**Task to complete:** Skip the images and repeat every entry word for word.

■ ■ ■ ■ ■

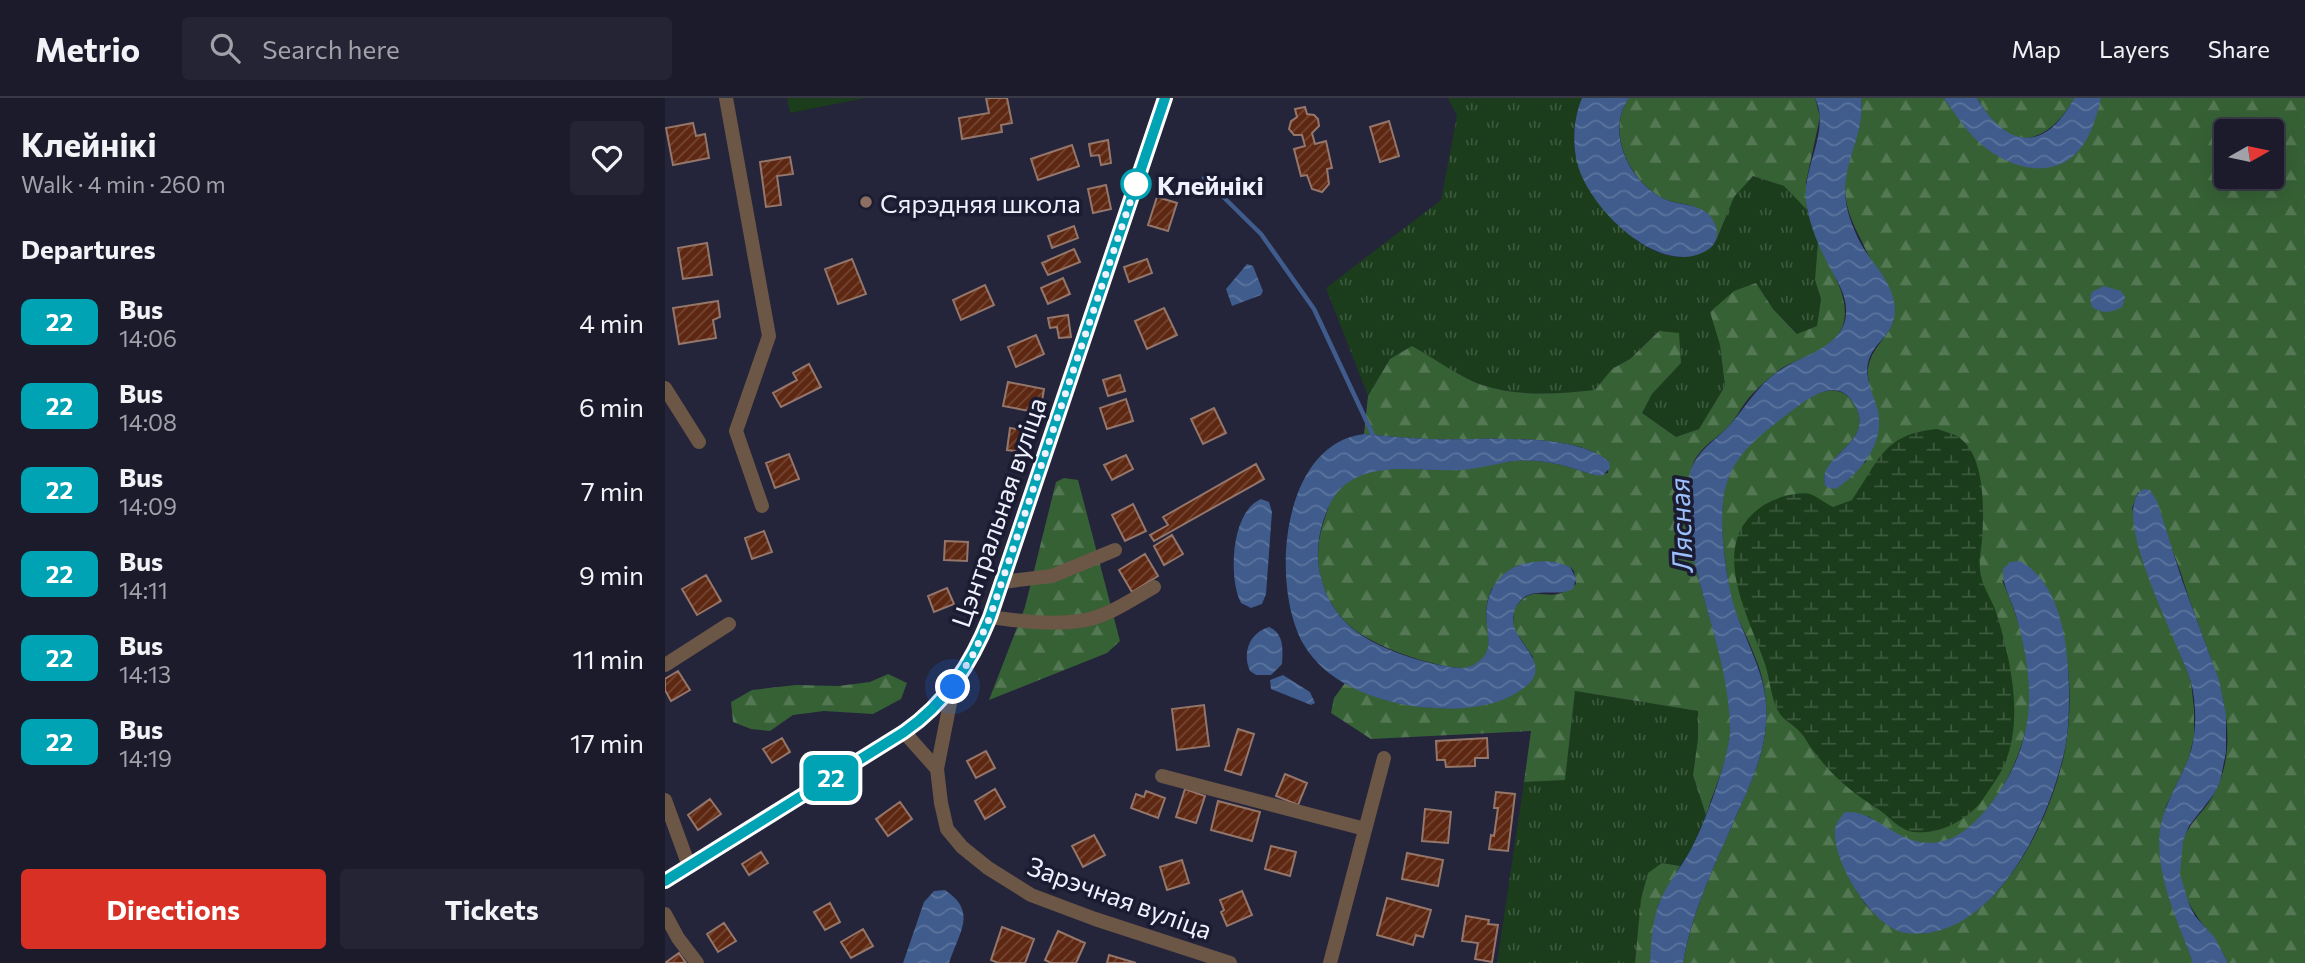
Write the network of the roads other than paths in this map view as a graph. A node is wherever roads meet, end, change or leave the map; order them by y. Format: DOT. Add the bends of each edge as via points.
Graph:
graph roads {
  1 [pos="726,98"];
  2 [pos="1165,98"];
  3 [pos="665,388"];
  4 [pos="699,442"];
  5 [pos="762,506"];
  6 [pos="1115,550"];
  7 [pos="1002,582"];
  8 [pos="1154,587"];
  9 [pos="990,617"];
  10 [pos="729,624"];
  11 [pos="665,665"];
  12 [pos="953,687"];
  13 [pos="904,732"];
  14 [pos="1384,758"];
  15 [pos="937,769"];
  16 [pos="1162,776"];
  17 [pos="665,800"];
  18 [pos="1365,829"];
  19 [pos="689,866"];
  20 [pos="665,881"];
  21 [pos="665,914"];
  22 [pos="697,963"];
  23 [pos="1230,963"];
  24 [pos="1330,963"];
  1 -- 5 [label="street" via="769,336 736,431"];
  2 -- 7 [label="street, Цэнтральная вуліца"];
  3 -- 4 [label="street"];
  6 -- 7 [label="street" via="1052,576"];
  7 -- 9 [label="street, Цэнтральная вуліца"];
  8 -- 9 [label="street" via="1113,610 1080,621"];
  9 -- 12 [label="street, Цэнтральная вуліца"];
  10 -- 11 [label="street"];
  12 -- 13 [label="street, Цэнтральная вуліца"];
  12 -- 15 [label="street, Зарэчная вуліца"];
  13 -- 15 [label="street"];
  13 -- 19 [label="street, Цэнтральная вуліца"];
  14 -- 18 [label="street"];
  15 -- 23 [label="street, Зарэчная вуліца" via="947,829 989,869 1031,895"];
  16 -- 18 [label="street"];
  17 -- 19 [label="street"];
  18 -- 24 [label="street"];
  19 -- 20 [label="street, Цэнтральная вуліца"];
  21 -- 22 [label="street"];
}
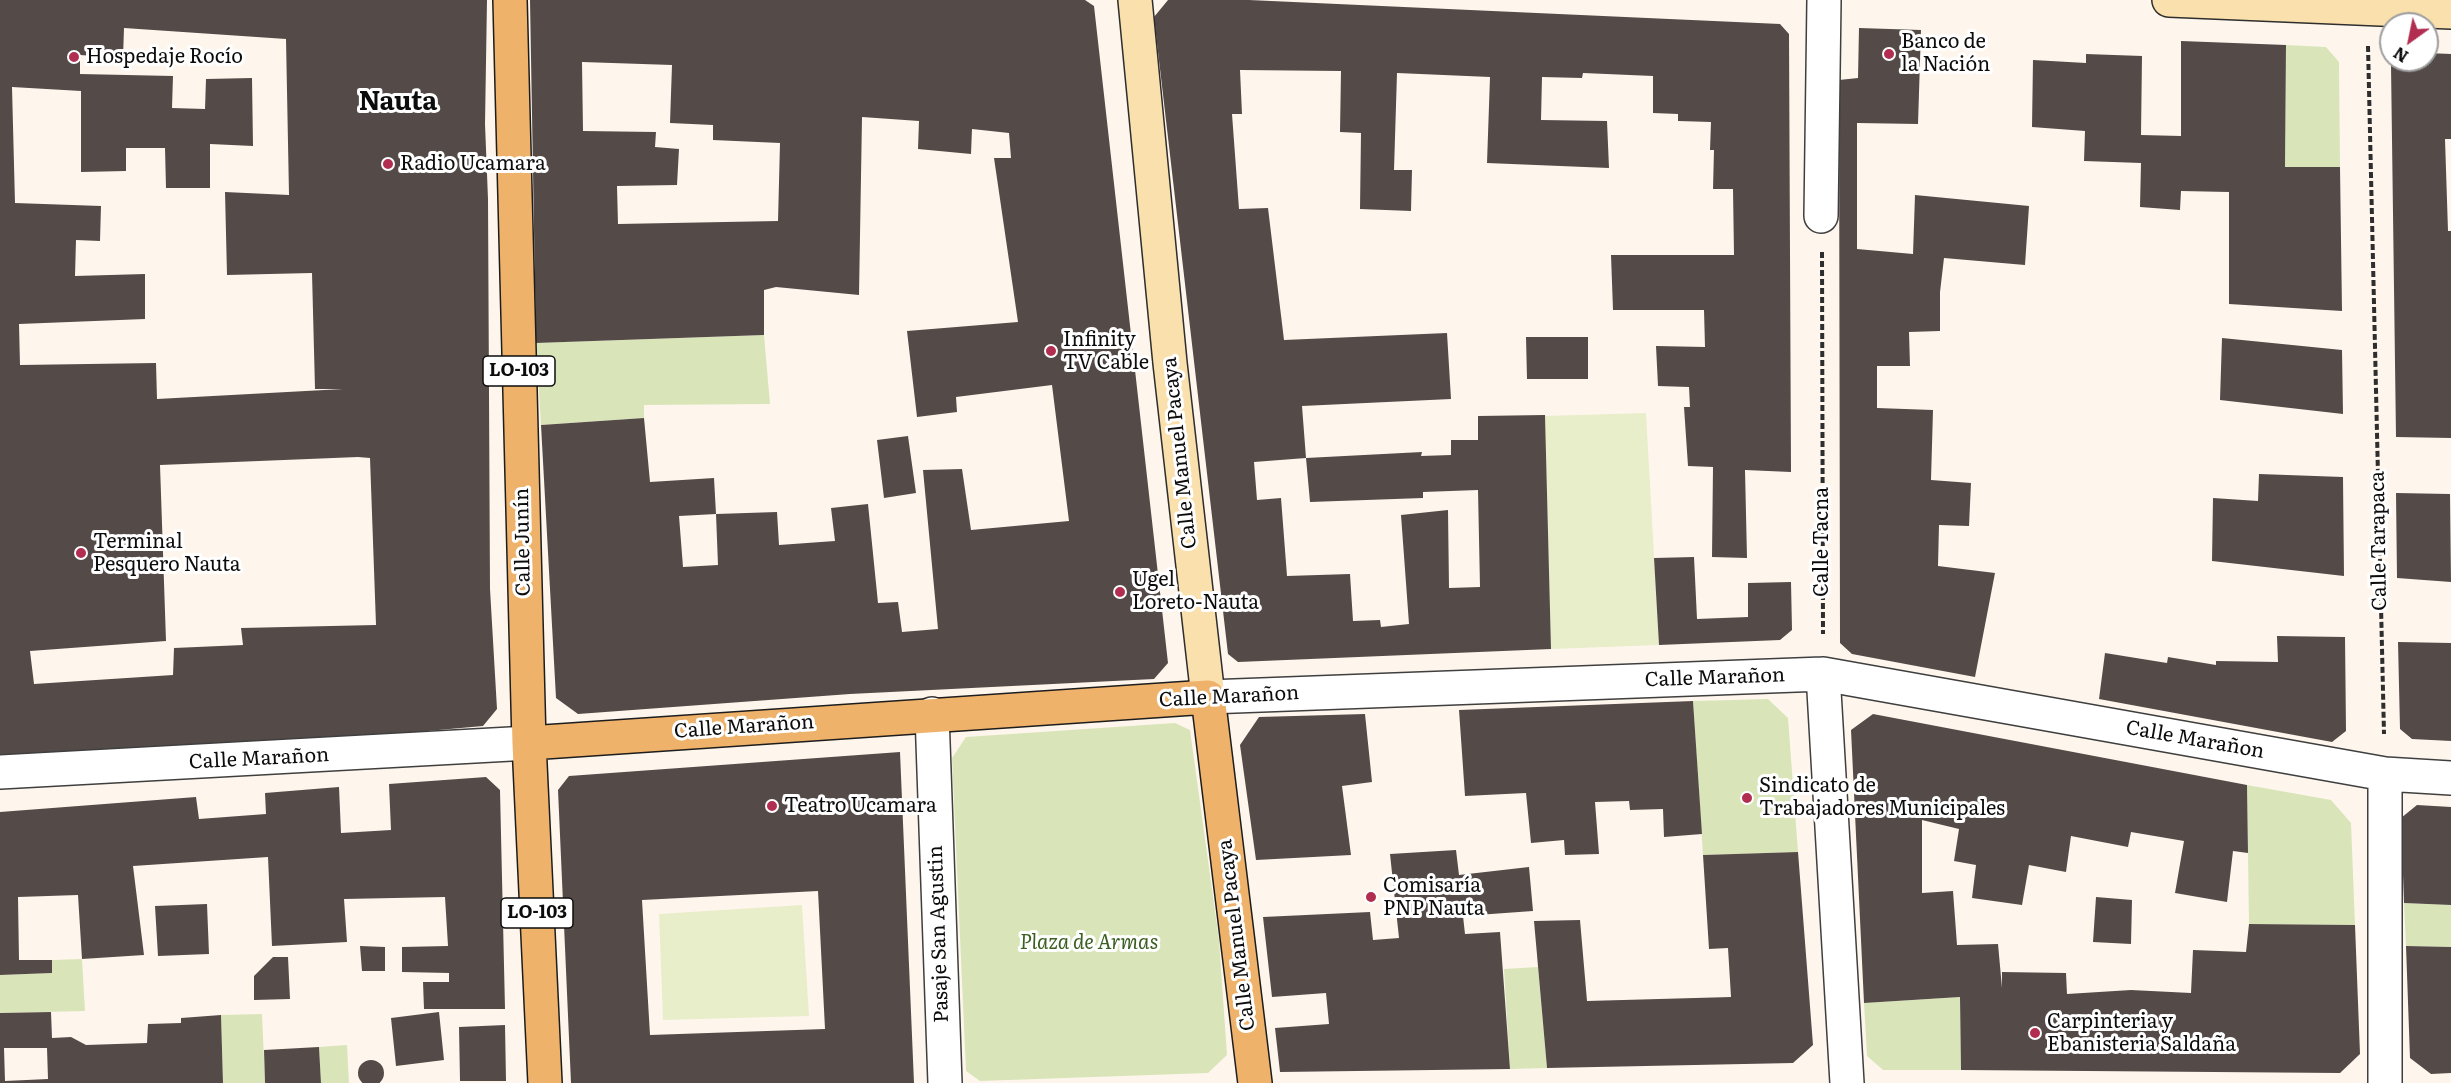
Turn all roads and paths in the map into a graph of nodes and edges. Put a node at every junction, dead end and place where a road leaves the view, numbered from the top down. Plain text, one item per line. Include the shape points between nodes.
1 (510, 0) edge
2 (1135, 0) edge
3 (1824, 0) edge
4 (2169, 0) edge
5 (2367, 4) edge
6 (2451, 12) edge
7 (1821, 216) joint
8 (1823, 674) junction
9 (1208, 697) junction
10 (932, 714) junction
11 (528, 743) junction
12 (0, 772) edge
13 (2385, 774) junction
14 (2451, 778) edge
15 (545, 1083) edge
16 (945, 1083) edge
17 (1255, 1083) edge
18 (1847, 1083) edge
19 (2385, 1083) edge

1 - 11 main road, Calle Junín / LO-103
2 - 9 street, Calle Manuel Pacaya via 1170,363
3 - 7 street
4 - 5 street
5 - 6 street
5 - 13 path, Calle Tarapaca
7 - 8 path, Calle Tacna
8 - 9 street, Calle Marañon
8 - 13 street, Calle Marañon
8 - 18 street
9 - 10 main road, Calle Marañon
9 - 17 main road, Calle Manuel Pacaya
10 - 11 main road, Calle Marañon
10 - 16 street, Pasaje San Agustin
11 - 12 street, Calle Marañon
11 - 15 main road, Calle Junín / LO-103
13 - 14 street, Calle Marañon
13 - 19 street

■ ■ ■ ■ ■

**Written answer:**
Write the network of the roads other than paths in this map view as a graph. A node is wherever roads meet, end, change or leave the map; order them by y. Format: DOT. Add the bends of each edge as via points.
Graph:
graph roads {
  1 [pos="726,98"];
  2 [pos="1165,98"];
  3 [pos="665,388"];
  4 [pos="699,442"];
  5 [pos="762,506"];
  6 [pos="1115,550"];
  7 [pos="1002,582"];
  8 [pos="1154,587"];
  9 [pos="990,617"];
  10 [pos="729,624"];
  11 [pos="665,665"];
  12 [pos="953,687"];
  13 [pos="904,732"];
  14 [pos="1384,758"];
  15 [pos="937,769"];
  16 [pos="1162,776"];
  17 [pos="665,800"];
  18 [pos="1365,829"];
  19 [pos="689,866"];
  20 [pos="665,881"];
  21 [pos="665,914"];
  22 [pos="697,963"];
  23 [pos="1230,963"];
  24 [pos="1330,963"];
  1 -- 5 [label="street" via="769,336 736,431"];
  2 -- 7 [label="street, Цэнтральная вуліца"];
  3 -- 4 [label="street"];
  6 -- 7 [label="street" via="1052,576"];
  7 -- 9 [label="street, Цэнтральная вуліца"];
  8 -- 9 [label="street" via="1113,610 1080,621"];
  9 -- 12 [label="street, Цэнтральная вуліца"];
  10 -- 11 [label="street"];
  12 -- 13 [label="street, Цэнтральная вуліца"];
  12 -- 15 [label="street, Зарэчная вуліца"];
  13 -- 15 [label="street"];
  13 -- 19 [label="street, Цэнтральная вуліца"];
  14 -- 18 [label="street"];
  15 -- 23 [label="street, Зарэчная вуліца" via="947,829 989,869 1031,895"];
  16 -- 18 [label="street"];
  17 -- 19 [label="street"];
  18 -- 24 [label="street"];
  19 -- 20 [label="street, Цэнтральная вуліца"];
  21 -- 22 [label="street"];
}
Turn all roads and paths in the map into a graph of nodes and edges. Put a node at every junction, dead end and place where a road leaves the view, numbered from the top down. Plain text, one item per line. Include the shape points between nodes.
1 (510, 0) edge
2 (1135, 0) edge
3 (1824, 0) edge
4 (2169, 0) edge
5 (2367, 4) edge
6 (2451, 12) edge
7 (1821, 216) joint
8 (1823, 674) junction
9 (1208, 697) junction
10 (932, 714) junction
11 (528, 743) junction
12 (0, 772) edge
13 (2385, 774) junction
14 (2451, 778) edge
15 (545, 1083) edge
16 (945, 1083) edge
17 (1255, 1083) edge
18 (1847, 1083) edge
19 (2385, 1083) edge

1 - 11 main road, Calle Junín / LO-103
2 - 9 street, Calle Manuel Pacaya via 1170,363
3 - 7 street
4 - 5 street
5 - 6 street
5 - 13 path, Calle Tarapaca
7 - 8 path, Calle Tacna
8 - 9 street, Calle Marañon
8 - 13 street, Calle Marañon
8 - 18 street
9 - 10 main road, Calle Marañon
9 - 17 main road, Calle Manuel Pacaya
10 - 11 main road, Calle Marañon
10 - 16 street, Pasaje San Agustin
11 - 12 street, Calle Marañon
11 - 15 main road, Calle Junín / LO-103
13 - 14 street, Calle Marañon
13 - 19 street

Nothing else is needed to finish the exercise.